Bakınız, Tarım Reformu Genel Md. Yrd. Mehmet Şahin "HAYATIN BAŞLANGICI TOPRAK " ile ilgili konuşmasında şunları söyledi " Aşık Veysel'in dediği gibi hepimizin sadık yari olan TOPRAK; hepimizi kucaklayacak kadar sınırsız, üzerinde ve içerisinde milyarlarca canlıyı barındıracak, besleyecek kadar cömerttir. Yani; Yaşamın ta kendisi, insanoğlunun geçmişi ve geleceği, hayatın başlangıcıdır. Toprak sayesinde dünyada insanlara besin üreten 3 bin bitki türü bulunmaktadır. Bu besin bitkilerinin sadece % 15'lik bir kısmı dünya nüfusunun % 90'ının beslenmesini sağlamaktadır. Bunlara ek olarak et, süt, yumurta, yağ gibi besin maddelerinin % 21'inin dolaylı kaynağı da topraktır.

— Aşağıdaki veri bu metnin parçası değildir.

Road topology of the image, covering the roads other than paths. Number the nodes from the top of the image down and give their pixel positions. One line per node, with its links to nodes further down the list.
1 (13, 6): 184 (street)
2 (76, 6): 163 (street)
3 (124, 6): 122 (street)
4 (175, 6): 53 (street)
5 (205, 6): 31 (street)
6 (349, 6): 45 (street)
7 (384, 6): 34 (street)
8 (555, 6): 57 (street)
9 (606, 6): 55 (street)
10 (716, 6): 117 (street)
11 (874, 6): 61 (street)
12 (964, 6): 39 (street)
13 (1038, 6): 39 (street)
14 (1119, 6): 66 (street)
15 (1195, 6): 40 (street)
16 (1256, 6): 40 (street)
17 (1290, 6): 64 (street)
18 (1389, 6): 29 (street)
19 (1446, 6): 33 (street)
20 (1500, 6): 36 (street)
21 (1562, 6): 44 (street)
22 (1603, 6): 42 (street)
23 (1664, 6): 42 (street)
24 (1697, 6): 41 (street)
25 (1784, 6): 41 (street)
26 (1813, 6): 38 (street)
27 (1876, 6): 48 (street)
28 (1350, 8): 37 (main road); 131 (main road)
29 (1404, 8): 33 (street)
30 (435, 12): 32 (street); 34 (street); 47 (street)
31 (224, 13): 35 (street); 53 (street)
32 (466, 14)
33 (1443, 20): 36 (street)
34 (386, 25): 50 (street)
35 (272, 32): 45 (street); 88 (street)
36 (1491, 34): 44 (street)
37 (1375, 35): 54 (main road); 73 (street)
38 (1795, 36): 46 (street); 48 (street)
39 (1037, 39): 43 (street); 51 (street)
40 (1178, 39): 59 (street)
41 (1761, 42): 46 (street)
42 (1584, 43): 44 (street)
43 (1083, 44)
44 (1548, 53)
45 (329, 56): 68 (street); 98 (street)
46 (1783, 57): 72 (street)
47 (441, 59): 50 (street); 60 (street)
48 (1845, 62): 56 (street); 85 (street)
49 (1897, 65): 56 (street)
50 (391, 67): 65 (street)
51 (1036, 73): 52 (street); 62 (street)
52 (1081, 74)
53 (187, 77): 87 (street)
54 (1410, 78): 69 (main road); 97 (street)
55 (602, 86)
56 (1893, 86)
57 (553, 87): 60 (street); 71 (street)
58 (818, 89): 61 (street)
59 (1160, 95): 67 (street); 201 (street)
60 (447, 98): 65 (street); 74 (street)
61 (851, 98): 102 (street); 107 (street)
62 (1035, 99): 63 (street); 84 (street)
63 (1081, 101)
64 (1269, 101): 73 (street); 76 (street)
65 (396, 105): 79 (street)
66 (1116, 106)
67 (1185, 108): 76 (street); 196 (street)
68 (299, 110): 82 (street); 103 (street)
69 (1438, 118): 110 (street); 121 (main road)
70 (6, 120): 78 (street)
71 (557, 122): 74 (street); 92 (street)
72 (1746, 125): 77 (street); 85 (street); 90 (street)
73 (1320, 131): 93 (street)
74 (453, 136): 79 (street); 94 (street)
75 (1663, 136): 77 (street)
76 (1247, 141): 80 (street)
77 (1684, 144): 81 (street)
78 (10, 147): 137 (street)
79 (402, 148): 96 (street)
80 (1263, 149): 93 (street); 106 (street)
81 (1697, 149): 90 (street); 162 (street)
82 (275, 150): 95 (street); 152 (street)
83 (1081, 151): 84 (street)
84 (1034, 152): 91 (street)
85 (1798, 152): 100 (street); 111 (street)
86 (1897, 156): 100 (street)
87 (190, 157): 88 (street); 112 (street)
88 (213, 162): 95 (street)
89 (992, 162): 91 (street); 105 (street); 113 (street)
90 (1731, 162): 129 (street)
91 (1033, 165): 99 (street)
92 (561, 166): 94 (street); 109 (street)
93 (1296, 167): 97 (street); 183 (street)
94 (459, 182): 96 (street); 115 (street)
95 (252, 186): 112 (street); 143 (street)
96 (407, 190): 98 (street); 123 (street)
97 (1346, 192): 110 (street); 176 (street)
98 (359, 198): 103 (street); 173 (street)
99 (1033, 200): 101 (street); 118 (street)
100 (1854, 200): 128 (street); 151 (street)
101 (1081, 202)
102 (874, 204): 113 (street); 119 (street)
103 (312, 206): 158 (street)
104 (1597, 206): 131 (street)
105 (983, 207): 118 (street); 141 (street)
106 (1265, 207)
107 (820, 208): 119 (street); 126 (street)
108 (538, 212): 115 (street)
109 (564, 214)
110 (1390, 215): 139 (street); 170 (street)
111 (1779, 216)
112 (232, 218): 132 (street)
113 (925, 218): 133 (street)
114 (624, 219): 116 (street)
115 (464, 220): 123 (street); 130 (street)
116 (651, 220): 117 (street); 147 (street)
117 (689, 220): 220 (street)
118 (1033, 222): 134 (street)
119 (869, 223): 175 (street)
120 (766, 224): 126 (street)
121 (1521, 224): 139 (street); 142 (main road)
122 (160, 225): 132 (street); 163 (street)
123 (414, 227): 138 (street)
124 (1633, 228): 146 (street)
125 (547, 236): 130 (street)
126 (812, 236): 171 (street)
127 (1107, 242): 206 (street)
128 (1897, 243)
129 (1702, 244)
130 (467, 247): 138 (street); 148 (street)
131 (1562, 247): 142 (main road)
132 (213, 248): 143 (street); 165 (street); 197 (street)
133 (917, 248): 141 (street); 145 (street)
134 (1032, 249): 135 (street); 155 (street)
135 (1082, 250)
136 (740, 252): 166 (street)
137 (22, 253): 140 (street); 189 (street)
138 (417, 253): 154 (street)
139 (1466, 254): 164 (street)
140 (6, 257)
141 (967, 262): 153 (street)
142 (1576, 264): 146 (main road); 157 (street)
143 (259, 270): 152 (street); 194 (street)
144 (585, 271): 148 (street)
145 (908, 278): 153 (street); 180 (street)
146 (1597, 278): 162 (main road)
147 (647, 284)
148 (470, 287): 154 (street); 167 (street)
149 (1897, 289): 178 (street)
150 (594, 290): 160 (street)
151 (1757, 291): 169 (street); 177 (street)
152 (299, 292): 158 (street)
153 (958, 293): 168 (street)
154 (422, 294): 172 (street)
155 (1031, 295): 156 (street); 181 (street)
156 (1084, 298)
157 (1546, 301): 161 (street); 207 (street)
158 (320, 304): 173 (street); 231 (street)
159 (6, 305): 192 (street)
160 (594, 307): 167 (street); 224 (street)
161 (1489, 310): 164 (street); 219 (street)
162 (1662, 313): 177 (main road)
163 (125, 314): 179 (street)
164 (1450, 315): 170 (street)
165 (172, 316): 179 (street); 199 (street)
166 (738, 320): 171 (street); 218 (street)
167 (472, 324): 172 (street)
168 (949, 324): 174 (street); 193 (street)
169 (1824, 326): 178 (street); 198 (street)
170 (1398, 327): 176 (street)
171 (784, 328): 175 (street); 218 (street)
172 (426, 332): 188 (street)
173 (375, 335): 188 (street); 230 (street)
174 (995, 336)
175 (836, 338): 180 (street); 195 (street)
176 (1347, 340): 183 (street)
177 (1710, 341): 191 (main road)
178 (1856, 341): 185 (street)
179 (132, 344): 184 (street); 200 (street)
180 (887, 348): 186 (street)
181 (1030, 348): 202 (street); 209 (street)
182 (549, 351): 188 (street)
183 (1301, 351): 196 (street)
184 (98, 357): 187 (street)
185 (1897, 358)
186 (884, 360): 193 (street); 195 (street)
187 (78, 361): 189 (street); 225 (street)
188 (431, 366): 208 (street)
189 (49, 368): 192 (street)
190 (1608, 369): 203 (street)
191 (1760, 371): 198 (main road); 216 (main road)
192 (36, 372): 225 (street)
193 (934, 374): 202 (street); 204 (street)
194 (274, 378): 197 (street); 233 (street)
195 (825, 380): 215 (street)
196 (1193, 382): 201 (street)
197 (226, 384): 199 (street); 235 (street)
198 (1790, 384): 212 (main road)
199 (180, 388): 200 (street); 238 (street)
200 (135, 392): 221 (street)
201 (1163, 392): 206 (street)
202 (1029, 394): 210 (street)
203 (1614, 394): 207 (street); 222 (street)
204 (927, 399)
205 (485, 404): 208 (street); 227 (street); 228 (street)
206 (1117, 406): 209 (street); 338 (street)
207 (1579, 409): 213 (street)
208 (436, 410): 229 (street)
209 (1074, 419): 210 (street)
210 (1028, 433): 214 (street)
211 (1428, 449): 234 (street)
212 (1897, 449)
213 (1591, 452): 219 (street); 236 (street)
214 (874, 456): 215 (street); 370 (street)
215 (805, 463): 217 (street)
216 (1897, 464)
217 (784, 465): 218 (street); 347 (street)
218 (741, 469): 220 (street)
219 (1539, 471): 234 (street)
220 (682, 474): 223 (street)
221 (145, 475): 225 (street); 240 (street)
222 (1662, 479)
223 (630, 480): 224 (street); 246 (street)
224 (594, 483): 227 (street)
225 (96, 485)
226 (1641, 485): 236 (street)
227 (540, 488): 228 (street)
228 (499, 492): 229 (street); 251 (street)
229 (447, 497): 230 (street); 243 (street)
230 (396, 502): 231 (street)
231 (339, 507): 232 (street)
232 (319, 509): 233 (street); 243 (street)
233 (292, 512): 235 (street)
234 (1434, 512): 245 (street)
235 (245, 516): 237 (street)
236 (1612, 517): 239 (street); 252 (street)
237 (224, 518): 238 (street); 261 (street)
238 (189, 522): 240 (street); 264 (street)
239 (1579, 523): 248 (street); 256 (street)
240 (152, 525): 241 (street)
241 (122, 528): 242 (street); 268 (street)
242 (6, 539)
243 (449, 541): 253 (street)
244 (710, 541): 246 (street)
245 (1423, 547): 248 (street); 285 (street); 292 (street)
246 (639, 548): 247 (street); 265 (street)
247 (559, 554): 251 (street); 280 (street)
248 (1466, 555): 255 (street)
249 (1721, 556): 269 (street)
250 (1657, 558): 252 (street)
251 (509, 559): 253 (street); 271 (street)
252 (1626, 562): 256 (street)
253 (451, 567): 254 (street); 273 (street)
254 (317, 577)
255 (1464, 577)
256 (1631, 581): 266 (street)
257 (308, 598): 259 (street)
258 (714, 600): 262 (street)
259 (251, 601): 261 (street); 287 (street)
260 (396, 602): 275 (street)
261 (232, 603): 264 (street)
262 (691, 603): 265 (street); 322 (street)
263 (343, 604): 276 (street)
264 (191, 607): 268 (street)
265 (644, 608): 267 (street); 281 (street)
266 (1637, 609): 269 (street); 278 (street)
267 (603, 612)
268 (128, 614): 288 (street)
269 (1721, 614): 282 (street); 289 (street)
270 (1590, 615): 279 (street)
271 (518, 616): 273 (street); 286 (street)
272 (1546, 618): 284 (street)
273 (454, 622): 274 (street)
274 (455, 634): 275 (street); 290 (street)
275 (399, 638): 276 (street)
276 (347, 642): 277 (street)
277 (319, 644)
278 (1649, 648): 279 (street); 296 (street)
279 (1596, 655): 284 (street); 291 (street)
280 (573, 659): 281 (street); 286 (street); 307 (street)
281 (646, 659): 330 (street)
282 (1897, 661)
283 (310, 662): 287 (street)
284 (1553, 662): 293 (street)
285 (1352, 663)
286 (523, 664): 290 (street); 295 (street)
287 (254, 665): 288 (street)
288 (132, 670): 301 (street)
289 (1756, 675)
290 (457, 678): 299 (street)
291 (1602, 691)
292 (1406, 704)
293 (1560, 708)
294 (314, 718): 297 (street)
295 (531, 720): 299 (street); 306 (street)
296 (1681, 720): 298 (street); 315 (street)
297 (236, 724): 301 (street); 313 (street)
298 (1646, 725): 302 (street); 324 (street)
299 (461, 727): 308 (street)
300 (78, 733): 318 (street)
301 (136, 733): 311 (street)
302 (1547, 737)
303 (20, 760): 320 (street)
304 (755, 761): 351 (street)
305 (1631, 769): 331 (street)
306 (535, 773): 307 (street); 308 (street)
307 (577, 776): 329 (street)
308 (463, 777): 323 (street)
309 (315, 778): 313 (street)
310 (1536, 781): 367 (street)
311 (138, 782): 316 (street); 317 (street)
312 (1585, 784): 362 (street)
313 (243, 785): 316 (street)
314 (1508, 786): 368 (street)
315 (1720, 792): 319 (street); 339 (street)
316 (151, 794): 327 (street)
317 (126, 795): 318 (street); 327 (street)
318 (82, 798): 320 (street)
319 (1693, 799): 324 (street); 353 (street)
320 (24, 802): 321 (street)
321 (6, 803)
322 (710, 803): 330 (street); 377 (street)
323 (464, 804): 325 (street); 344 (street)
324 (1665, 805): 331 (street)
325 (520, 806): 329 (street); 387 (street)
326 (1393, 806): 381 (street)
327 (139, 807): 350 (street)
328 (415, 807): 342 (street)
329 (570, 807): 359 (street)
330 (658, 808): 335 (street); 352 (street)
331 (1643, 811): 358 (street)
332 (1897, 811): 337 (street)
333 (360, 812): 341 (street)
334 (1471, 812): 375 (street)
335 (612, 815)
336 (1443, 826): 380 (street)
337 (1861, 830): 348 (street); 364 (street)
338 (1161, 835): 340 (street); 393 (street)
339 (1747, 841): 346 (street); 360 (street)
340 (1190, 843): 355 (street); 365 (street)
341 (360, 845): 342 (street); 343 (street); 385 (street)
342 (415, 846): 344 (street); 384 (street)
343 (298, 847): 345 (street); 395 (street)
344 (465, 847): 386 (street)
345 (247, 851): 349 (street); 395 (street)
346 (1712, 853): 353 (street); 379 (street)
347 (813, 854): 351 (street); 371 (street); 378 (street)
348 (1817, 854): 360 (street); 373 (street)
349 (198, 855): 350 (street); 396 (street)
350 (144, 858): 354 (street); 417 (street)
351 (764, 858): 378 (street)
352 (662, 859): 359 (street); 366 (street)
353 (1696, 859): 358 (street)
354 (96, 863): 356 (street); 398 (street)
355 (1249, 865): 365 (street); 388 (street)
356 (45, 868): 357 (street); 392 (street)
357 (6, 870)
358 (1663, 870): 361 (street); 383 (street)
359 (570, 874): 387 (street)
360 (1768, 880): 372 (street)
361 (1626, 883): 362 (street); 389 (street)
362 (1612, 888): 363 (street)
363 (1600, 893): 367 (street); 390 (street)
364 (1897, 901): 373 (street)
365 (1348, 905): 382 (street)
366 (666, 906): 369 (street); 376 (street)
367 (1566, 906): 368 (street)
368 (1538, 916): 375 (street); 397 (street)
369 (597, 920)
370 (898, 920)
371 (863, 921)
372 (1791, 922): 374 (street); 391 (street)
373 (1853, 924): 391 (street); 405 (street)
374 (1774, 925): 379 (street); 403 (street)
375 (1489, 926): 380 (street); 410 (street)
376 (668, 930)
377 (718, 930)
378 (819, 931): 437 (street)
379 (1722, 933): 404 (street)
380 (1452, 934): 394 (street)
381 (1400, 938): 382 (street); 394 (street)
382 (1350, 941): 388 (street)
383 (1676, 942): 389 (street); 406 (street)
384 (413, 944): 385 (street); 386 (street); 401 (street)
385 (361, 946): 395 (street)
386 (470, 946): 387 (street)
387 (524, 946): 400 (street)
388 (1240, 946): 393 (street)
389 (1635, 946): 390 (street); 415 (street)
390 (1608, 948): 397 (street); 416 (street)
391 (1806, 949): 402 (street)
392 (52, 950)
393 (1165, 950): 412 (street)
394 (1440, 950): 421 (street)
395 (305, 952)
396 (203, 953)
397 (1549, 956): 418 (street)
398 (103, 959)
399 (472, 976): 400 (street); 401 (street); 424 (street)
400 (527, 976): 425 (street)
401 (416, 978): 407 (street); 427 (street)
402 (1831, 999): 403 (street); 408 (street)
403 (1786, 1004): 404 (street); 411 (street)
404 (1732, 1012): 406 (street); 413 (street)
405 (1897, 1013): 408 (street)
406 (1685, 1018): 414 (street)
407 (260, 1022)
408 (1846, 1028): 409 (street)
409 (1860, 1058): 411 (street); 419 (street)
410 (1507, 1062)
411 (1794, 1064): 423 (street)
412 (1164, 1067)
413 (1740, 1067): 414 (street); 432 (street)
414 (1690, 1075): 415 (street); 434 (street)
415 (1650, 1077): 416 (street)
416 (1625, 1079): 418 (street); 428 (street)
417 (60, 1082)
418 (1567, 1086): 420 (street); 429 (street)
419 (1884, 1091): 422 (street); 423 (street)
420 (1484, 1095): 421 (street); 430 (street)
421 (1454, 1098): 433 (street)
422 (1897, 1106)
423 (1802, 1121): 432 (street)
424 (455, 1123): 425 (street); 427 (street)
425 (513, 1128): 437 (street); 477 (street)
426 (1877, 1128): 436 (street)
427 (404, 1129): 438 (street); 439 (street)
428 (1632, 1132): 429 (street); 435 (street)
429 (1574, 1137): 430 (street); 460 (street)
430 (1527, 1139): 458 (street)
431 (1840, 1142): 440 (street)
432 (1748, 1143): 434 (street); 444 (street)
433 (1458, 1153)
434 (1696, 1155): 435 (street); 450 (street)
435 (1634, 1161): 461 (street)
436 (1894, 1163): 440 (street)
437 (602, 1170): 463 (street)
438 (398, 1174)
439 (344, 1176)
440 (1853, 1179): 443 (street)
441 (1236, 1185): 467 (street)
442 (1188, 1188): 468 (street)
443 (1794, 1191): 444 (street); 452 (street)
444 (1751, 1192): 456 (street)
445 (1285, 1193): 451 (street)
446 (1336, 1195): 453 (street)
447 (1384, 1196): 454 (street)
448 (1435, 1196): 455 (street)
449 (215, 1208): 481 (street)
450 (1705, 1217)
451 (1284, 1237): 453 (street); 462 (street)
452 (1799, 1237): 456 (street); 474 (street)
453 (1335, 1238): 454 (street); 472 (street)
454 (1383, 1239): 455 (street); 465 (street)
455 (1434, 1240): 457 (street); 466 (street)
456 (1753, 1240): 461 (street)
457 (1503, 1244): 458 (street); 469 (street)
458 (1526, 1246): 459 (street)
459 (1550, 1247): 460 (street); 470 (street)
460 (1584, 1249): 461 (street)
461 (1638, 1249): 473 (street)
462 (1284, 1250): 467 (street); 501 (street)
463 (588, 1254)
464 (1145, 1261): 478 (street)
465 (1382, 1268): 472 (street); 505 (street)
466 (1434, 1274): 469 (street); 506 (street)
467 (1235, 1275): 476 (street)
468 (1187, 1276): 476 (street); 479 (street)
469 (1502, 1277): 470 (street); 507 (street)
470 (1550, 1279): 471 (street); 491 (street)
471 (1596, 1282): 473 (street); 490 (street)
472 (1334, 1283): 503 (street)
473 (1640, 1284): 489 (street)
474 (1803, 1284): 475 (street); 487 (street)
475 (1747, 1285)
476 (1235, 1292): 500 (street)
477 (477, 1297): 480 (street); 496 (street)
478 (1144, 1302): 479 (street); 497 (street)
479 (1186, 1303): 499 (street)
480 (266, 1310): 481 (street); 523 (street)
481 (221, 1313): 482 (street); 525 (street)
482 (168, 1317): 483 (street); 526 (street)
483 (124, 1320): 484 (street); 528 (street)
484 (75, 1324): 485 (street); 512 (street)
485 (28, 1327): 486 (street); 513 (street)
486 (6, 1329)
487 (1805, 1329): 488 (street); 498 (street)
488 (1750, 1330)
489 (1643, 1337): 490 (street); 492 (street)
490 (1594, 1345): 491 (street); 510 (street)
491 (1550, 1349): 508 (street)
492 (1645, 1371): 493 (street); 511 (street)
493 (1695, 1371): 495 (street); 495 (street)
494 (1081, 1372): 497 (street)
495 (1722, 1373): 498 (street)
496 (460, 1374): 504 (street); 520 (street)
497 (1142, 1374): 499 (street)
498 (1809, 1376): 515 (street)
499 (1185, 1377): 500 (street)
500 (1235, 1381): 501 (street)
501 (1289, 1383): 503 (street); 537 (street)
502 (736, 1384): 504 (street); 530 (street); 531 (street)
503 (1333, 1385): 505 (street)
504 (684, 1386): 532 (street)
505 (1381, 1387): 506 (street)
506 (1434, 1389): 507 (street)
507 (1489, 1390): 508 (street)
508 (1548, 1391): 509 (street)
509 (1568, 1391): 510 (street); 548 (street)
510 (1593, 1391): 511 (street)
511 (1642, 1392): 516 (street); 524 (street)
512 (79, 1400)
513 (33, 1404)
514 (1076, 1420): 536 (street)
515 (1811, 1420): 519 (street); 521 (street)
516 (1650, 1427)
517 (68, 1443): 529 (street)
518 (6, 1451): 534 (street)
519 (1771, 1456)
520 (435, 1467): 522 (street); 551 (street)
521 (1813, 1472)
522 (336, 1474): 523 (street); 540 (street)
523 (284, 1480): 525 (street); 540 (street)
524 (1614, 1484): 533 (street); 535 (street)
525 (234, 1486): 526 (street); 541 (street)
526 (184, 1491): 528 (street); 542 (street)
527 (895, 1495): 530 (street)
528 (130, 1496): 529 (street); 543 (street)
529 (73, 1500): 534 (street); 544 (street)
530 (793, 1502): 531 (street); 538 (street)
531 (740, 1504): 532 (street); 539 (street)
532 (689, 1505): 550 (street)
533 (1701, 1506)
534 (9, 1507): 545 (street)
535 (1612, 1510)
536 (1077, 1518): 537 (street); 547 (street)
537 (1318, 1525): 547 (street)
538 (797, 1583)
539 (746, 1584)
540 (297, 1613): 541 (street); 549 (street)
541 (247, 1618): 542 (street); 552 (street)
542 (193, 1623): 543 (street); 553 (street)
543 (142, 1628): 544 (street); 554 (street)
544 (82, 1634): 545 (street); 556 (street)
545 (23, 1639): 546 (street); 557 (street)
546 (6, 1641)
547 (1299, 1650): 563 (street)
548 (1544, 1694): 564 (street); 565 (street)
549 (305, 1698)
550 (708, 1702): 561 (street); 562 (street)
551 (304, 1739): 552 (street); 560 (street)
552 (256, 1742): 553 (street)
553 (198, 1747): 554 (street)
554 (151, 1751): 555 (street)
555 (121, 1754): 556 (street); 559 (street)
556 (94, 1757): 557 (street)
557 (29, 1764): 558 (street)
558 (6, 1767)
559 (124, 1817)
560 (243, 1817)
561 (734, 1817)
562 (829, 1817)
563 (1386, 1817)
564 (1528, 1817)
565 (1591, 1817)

İnsan beslenmesi için verimli topraklara ihtiyaç vardır. Tarımsal faaliyetlerde esas olan toprak verimliliğidir. Toprak verimli olacak ki yine Aşık Veysel'in dediği gibi bire bin versin, koyun versin, kuzu versin. Toprakların verimliliği de tıpkı toprak oluşum süreçlerinde ki gibi doğal cereyan eden bir döngüdür. İçerisinde ve üzerinde milyarlarca canlıyı barındıran besleyen, besledikçe zenginleşen, zenginleştikçe sürdürülebilirliğini sağlayan dinamik bir sistemdir toprak. Aslında toprak yaşamın ta kendisidir.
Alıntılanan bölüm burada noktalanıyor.